#### PROMPT:
What is the number of lines in the records below holding the string "every"? Reply with it and nothing else.

#### RECORDS SUPPLIED:
######
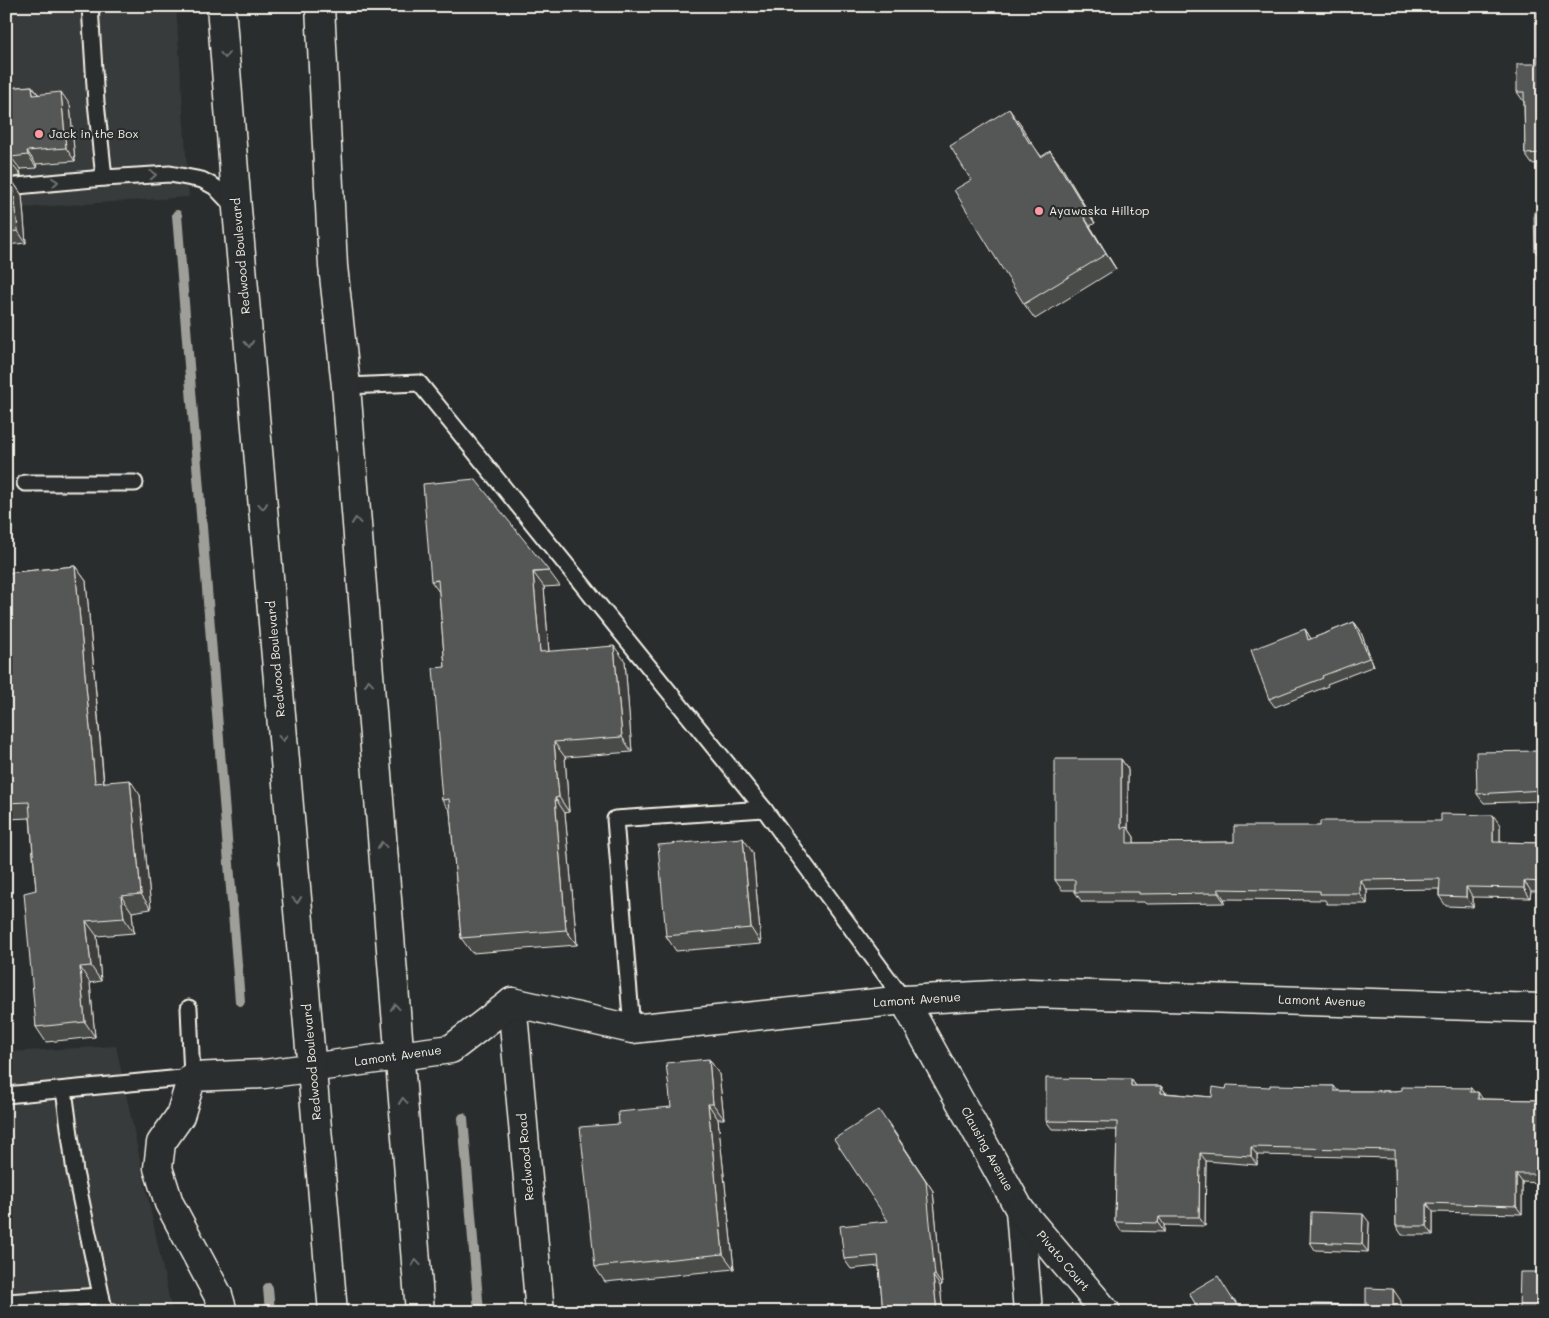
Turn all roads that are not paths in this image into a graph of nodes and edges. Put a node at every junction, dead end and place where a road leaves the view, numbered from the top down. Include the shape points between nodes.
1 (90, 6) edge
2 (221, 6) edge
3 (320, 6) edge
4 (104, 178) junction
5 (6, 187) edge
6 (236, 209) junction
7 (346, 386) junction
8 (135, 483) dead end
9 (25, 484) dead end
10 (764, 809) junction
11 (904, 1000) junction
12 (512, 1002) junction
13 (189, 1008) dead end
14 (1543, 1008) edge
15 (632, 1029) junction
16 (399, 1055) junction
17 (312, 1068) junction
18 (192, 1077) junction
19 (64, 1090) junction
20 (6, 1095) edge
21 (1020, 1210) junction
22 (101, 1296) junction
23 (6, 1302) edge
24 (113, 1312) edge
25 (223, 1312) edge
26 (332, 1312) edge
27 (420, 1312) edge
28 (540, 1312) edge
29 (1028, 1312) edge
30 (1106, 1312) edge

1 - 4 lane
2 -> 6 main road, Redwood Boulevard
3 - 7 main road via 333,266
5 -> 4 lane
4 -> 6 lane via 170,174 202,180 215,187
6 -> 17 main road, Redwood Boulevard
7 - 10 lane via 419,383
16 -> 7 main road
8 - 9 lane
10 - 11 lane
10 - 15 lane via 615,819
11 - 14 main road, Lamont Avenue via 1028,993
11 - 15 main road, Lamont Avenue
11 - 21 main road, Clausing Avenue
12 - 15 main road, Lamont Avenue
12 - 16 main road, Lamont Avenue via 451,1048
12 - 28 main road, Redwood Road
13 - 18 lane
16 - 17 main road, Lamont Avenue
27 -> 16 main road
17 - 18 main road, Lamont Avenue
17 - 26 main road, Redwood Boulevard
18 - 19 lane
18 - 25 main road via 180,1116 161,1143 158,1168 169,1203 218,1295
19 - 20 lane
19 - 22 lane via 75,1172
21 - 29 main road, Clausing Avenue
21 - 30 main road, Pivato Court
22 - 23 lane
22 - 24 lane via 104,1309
######
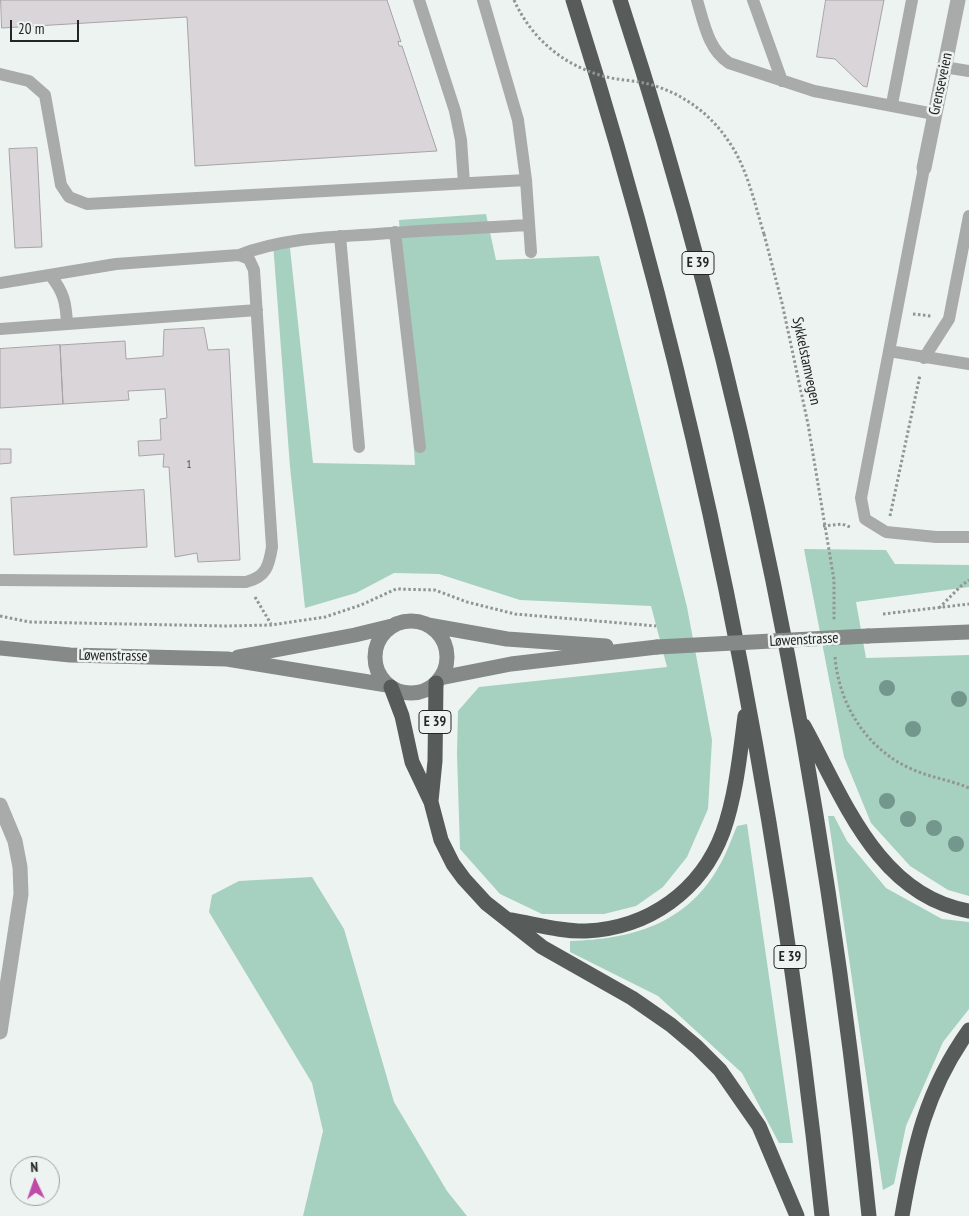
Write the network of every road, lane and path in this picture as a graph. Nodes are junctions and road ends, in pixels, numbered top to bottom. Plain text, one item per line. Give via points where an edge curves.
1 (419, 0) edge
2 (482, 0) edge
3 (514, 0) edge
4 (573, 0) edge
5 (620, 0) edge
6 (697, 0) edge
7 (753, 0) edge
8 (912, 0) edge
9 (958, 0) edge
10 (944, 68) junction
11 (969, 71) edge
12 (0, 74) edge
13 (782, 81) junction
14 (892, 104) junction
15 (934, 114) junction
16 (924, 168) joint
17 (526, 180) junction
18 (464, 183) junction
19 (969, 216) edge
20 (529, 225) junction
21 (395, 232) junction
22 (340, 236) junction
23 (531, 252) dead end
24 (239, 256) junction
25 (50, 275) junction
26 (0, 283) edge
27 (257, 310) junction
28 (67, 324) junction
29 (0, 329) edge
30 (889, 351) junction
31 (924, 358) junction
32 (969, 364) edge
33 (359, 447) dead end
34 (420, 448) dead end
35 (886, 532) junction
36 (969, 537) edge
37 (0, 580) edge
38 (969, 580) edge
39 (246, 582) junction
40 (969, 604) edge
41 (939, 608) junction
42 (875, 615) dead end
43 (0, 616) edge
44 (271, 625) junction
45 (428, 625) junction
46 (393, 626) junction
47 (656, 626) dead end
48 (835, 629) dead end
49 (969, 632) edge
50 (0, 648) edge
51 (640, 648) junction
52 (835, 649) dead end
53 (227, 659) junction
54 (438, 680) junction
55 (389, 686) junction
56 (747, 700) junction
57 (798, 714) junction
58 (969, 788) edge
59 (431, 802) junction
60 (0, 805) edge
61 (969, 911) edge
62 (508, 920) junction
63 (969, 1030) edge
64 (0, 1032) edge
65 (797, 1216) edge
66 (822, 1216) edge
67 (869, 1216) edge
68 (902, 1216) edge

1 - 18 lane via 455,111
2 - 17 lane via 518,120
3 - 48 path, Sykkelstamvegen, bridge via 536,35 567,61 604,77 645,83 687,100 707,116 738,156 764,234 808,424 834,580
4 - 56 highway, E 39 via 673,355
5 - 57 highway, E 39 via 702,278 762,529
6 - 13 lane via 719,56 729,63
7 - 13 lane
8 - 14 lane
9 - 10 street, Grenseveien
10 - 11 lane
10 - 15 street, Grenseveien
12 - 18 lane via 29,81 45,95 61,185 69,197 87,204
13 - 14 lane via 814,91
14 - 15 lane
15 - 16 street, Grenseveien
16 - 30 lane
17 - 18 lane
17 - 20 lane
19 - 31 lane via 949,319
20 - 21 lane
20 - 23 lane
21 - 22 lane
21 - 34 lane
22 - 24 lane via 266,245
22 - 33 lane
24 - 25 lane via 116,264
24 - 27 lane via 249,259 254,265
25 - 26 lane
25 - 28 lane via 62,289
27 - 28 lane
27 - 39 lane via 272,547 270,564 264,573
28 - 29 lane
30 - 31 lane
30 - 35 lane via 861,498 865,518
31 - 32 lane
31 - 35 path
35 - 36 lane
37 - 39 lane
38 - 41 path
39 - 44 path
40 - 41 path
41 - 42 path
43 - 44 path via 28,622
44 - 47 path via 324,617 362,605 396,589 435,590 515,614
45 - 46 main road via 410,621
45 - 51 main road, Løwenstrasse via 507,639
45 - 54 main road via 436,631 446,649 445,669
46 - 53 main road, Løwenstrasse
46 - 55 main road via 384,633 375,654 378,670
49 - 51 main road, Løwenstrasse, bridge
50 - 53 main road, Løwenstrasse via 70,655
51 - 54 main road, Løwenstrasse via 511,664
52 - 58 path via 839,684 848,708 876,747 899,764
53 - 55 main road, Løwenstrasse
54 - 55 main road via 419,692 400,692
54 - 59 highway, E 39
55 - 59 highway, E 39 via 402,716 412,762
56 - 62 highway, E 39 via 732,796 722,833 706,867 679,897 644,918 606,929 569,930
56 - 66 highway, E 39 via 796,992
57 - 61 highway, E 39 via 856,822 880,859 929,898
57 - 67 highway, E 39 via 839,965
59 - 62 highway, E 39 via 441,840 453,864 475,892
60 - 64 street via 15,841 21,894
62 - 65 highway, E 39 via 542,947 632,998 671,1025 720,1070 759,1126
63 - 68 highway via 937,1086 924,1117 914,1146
######
#### RESULT OF THIS EXERCISE:
2